EXERCISE DATA:
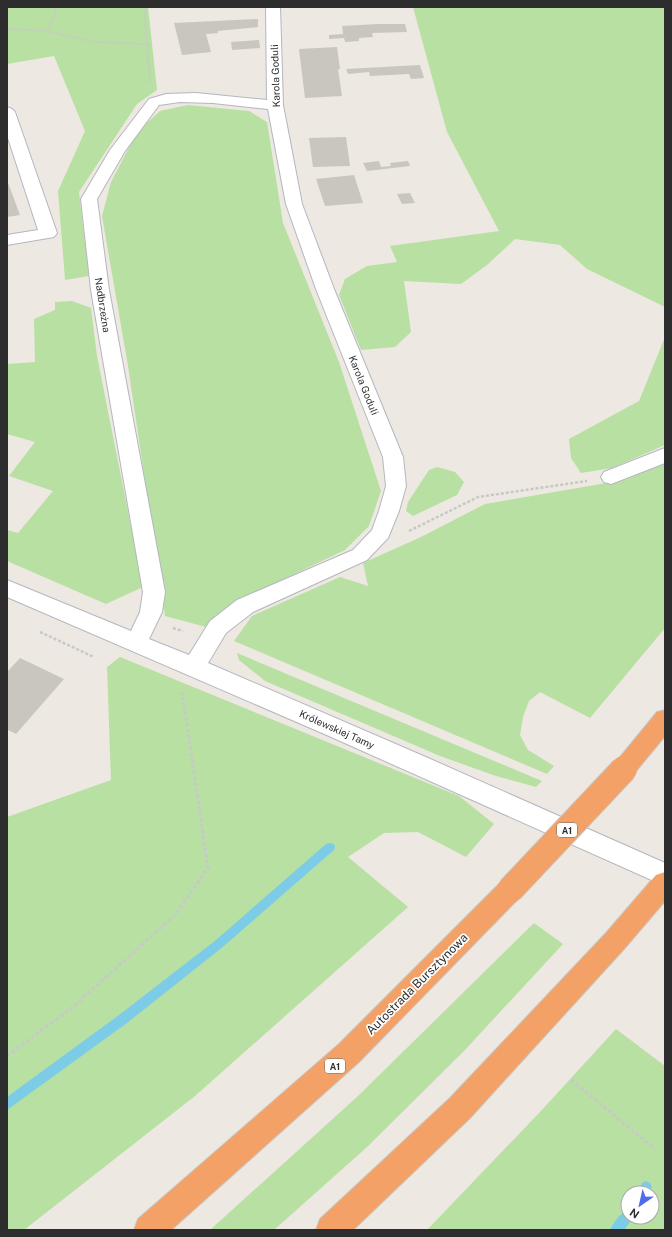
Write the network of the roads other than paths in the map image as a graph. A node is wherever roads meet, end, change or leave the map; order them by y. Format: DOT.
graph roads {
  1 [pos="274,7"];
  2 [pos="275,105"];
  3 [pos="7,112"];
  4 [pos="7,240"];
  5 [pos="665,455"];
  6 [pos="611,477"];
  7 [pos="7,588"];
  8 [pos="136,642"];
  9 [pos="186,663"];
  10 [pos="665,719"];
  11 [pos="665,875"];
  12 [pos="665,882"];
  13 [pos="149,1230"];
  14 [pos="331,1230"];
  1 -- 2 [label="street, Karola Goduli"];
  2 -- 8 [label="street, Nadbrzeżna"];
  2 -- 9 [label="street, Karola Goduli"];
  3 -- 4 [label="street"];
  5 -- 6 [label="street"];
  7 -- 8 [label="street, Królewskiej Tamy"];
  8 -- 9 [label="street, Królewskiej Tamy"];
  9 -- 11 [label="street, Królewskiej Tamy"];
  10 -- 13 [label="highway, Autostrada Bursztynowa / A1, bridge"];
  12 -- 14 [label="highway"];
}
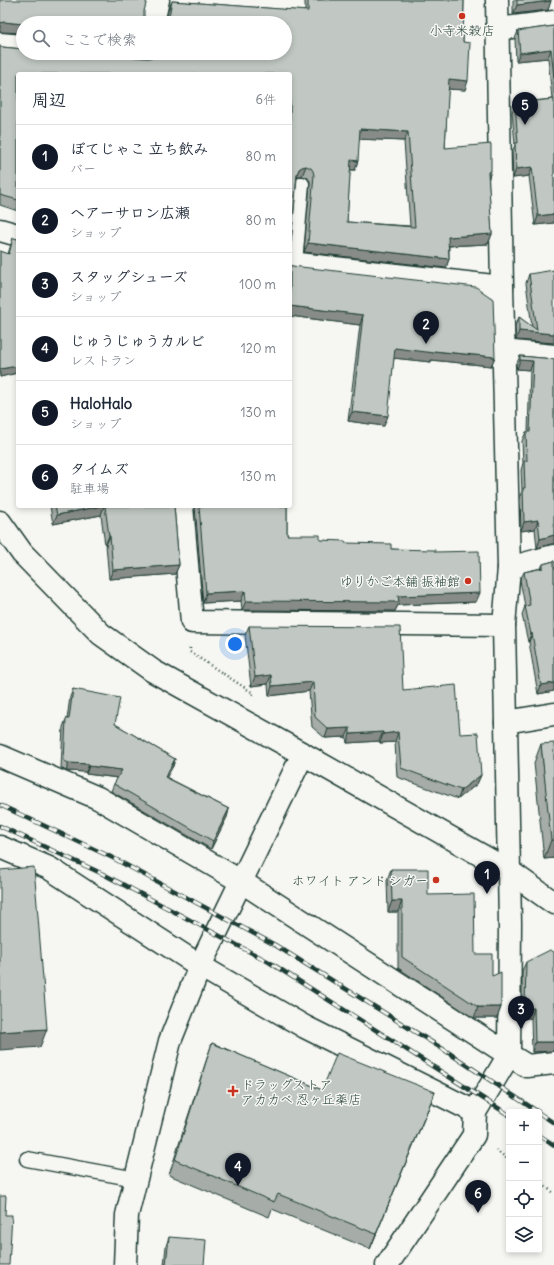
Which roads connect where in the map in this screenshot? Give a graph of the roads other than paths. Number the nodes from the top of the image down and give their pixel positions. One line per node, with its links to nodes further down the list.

AIM OF THE EXERCISE: Retype the listing exactly. Pictures do not belong in the copy.

OUTPUT BELOW:
Write the network of the roads other than paths in the map image as a graph. A node is wherever roads meet, end, change or leave the map; order them by y. Format: DOT.
graph roads {
  1 [pos="274,7"];
  2 [pos="275,105"];
  3 [pos="7,112"];
  4 [pos="7,240"];
  5 [pos="665,455"];
  6 [pos="611,477"];
  7 [pos="7,588"];
  8 [pos="136,642"];
  9 [pos="186,663"];
  10 [pos="665,719"];
  11 [pos="665,875"];
  12 [pos="665,882"];
  13 [pos="149,1230"];
  14 [pos="331,1230"];
  1 -- 2 [label="street, Karola Goduli"];
  2 -- 8 [label="street, Nadbrzeżna"];
  2 -- 9 [label="street, Karola Goduli"];
  3 -- 4 [label="street"];
  5 -- 6 [label="street"];
  7 -- 8 [label="street, Królewskiej Tamy"];
  8 -- 9 [label="street, Królewskiej Tamy"];
  9 -- 11 [label="street, Królewskiej Tamy"];
  10 -- 13 [label="highway, Autostrada Bursztynowa / A1, bridge"];
  12 -- 14 [label="highway"];
}
Which roads connect where in the map in this screenshot? Give a graph of the roads other than paths. Number the nodes from the top of the image down and give their pixel positions. One line per node, with its links to nodes further down the list.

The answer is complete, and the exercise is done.